University spokesperson Kediemetse Mokotsi said VUT does share a list of accredited residences with its students.
“However, it should be noted that the final decision to choose accommodation lies solely with the students and their parents,” he added.
Said the Nzimande-commissioned report: “Despite its shortcomings, private student housing is here to stay. The main problem with private residence provision in South Africa is the complete lack of regulation, which has given rise to the exploitation and endangerment of students.
“The promulgation of a minimum standards code will go a long way towards addressing this problem, particularly if adherence is monitored by the universities through a private student accommodation accreditation programme and structure, such as that developed and implemented by the University of Johannesburg.”
The house at which the VUT students were found dead does not even have a gate, said Mpangane, campus leader of the Economic Freedom Fighters Student Command.
“We want management to take responsibility and accountability. Management has to ensure students stay in a safe environment,” he told the Mail & Guardian.
In addition to the double murder last week, VUT students are still reeling from the killing of two female students at campus residences last year, as well as the rape of a female student at a campus residence and the murder of a male student just outside the campus this year.
At the meeting, students recounted countless stories of muggings and attempted muggings. “I thank God I’m still alive,” said a student who fell victim to a break-in at an off-campus residential facility.
At the root of their potentially life-threatening experiences is lax security at the residences, students agreed at the meeting.
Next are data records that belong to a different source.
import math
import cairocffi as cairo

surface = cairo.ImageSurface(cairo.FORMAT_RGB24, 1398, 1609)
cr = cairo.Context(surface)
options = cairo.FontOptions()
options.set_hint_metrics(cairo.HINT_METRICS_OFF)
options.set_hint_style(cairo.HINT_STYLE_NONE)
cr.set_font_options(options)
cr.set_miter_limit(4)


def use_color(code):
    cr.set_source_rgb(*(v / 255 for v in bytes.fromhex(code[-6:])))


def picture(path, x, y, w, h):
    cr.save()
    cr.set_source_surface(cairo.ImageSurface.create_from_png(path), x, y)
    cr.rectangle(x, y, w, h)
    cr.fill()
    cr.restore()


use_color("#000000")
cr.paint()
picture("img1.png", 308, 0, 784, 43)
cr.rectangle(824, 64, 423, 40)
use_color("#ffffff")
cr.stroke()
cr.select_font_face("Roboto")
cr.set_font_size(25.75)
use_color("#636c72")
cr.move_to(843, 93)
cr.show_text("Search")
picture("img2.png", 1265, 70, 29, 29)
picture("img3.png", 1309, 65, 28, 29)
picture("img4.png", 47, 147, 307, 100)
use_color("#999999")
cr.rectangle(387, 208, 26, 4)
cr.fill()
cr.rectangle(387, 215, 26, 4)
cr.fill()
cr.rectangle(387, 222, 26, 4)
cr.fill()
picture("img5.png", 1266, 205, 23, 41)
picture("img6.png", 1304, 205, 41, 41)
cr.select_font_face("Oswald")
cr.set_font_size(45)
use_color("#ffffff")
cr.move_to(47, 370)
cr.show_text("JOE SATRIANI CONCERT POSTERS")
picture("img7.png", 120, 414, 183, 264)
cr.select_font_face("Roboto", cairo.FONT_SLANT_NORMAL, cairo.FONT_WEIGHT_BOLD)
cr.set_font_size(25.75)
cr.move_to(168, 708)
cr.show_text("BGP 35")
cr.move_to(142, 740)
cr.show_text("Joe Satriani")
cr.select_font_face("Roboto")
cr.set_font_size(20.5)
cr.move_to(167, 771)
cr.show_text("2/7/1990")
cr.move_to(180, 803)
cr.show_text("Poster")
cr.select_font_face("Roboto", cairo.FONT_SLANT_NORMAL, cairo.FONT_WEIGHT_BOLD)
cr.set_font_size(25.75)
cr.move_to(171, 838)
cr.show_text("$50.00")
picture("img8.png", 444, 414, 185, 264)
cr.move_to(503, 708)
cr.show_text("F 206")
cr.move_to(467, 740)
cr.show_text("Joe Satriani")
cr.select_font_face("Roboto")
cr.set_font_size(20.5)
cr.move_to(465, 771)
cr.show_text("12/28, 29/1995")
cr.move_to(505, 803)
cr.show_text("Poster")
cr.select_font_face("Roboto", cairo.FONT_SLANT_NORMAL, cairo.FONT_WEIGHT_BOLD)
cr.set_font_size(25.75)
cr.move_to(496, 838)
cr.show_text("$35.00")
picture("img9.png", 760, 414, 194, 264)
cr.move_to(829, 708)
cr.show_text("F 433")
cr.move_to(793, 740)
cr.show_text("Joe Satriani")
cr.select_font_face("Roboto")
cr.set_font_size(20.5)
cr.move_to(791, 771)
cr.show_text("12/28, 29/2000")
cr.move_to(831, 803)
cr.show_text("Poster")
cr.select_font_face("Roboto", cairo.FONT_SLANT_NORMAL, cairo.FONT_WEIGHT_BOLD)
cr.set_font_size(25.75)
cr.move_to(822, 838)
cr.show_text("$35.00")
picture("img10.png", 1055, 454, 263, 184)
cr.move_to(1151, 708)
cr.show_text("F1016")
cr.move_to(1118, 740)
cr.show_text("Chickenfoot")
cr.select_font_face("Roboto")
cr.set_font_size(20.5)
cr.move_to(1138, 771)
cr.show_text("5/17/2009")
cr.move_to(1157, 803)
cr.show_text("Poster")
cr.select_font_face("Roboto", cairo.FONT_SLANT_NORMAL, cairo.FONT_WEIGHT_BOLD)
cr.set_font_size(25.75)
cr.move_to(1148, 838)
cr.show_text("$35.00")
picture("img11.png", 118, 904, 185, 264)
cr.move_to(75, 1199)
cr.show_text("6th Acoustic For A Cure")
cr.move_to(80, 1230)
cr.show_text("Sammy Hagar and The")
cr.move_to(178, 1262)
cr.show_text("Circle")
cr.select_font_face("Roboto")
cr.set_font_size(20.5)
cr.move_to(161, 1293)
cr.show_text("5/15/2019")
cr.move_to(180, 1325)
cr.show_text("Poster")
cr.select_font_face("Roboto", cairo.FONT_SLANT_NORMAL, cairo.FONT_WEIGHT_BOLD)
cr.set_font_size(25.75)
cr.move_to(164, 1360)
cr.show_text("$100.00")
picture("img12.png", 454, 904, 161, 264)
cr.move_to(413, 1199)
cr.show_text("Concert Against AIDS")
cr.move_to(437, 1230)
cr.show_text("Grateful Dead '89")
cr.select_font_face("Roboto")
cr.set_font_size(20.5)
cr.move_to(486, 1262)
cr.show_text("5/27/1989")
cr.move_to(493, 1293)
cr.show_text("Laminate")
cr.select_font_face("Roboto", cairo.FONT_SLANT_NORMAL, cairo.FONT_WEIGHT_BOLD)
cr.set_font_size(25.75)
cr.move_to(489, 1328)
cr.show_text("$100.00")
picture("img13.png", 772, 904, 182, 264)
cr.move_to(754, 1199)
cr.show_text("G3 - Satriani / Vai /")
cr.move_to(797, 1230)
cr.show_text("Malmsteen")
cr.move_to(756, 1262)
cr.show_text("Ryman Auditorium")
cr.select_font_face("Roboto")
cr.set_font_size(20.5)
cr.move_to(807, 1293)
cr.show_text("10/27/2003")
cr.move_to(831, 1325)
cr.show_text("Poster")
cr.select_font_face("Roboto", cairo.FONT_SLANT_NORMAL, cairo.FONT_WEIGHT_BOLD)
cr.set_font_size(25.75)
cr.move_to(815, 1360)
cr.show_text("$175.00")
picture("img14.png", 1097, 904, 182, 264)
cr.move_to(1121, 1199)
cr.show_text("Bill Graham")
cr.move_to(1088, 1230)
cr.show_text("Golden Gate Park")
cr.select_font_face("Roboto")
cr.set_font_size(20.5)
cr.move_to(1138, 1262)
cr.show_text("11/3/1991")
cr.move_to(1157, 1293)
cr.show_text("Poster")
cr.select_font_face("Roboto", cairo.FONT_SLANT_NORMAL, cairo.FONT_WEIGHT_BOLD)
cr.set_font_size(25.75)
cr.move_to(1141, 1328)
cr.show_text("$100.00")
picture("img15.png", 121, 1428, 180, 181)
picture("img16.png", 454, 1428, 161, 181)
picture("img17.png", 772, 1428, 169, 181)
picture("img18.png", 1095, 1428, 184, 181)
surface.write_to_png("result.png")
To begin with, entrance to the campus is not properly regulated, they claimed. Turnstiles have not worked for the past five years, former student representative council president Thabang Mantoro said.
Security guards have resorted to merely checking student cards, a job they allegedly perform poorly.
“The university has failed to install security systems. We don’t know who comes in. As long as someone has a student card, no matter how old it is, they come in. The problem is that anyone can just walk in,” Mantoro said.
He called on VUT management to install biometric access devices to tighten security, adding that private residences should also be required to install similar security technology in order to be accredited as student accommodation.
Sporting an EFF beret, student Cassius Mabunda asked: “How do you have students shot dead without anybody noticing anything?
“We’re confronted with a very serious crisis as students of VUT. External houses need to be regulated. You find that there is not even a gate in some of these houses. That’s a security risk for students.”
A female student told the M&G of an incident two weeks ago when she ran into thugs ransacking her room at an on-campus residence.
“They had taken a laptop, tablet, ID and some other personal stuff. I interrupted them before they could escape and so they dropped my things and ran away,” she said.
“They were people from outside. The thing is, when you enter campus all they [campus security guards] ask for is a student card, which they don’t even check if it’s expired. They don’t even check the name or whether the student card belongs to you or not. As long as you produce a student card, you enter. We don’t feel safe here.”
This week, in reaction to the killing of the two female students, the university announced that a closed-circuit television surveillance system would soon be installed.
“The VUT council has approved the procurement of a state-of-the-art CCTV security system to ensure the safety of our students on campus and at residences outside the main campus. The installation will start immediately as the service provider has already been appointed,” the university management said in a statement.
Student Sifiso Xaba told the meeting: “Student lives matter at VUT and other universities. We can’t afford that, when students are here, they lose their lives and go back home as corpses. We must break the silence.”
The VUT vice-chancellor’s office is organising a march to the Vanderbijlpark police station on Friday to “hand over a memorandum of concerns”, the university said.